Inability to scale with sustained usage (1+ person\*year of data) is the fatal p...

jakelazaroff · 2024-10-02T17:16:04 1727889364

Author here! A few thoughts:

1. That "in existing approaches" qualifier is important — local-first is still very much a nascent paradigm, and there are still a lot of common features that we don't really know how to implement yet (such as permissioning). You might be correct for the moment, but watch this space!

2. I think most apps that would benefit from a local-first architecture do not have the monotonically growing dataset you're describing here. Think word processors, image editors, etc.

3. That said, there are some apps that do have that problem, and local-first probably just isn't the right architecture for them! There are plenty of apps for which client-server is a fundamentally better architecture, and that's okay.

4. People love sorting things into binaries, but it doesn't have to be zero-sum. You can build local-first features (or, if you prefer, offline-first features) into a client-server app, and vice versa. For example, the core experience of Twitter is fundamentally client-server, but the bookmarking feature would benefit from being local-first so people can use it even when they're offline.

dustingetz · 2024-10-02T17:45:58 1727891158

My claim is that the partial sync problem is intractable unless you can partition your dataset into small topic documents.
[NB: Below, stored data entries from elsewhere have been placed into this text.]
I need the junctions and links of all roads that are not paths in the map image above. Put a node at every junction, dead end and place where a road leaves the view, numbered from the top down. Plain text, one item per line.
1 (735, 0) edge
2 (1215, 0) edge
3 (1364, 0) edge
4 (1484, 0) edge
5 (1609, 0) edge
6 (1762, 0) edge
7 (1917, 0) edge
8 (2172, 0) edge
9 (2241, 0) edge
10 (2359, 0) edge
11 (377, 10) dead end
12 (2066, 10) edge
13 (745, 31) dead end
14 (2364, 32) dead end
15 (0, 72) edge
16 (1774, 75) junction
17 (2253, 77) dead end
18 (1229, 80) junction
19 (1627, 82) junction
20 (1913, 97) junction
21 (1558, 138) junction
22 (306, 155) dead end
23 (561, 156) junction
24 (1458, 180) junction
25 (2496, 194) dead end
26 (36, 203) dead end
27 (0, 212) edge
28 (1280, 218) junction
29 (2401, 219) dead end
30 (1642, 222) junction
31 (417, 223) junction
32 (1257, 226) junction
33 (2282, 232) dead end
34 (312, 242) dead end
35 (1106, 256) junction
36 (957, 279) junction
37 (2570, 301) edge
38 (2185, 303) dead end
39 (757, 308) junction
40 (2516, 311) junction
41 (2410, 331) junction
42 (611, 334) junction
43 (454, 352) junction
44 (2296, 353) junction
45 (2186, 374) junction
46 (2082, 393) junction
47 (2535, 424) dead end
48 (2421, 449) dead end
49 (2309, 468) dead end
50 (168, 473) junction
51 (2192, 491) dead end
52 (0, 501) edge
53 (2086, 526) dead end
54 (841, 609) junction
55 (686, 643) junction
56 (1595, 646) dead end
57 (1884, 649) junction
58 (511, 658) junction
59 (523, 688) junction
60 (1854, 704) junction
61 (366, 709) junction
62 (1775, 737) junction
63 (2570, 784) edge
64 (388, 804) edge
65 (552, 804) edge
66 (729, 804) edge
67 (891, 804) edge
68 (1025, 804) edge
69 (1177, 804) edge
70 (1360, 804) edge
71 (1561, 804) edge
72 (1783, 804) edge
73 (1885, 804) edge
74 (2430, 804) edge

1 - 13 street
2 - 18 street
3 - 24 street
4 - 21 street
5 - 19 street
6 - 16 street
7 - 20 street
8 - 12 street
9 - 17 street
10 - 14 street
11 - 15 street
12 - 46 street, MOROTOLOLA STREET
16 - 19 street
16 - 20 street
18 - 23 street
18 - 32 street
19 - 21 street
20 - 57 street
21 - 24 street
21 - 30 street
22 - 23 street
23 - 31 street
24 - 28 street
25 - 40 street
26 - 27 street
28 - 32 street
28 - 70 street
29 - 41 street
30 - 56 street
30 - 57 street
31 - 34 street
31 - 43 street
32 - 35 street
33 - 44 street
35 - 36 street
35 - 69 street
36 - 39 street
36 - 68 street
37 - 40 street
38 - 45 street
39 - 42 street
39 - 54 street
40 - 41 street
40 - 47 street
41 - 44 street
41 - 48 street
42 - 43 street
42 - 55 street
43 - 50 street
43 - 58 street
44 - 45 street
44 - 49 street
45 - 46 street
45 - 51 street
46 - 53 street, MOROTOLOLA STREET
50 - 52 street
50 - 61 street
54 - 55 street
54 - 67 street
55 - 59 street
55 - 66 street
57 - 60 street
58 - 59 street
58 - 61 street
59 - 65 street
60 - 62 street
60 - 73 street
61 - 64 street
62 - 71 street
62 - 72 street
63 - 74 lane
If this claim is correct, it is not "momentarily correct", it is inevitably correct, i.e., "incapable of being avoided or evaded". If the claim is not correct, I welcome any of the many researchers in this space to correct me!

jakelazaroff · 2024-10-02T18:58:06 1727895486

I understand your claim! Mine is that even if it's correct, it's not "the fatal problem in this category", for the reasons I outlined.

matlin · 2024-10-02T15:15:08 1727882108

A lot of the newer local first systems, like Triplit (biased because I work on it), support partial replication so only the requested/queried data is sent and subscribed to on the client.

The other issue of relying on a just the server to build these highly collaborative apps is you can't wait for a roundtrip to the server for each interaction if you want it to feel fast. Sure you can for those rare cases where your user is on a stable Wifi network, on a fast connection, and near their data; however, a lot computing is now on mobile where pings are much much higher than 10ms and on top of that when you have two people collaborating from different regions, someone will be too far away to rely on round trips.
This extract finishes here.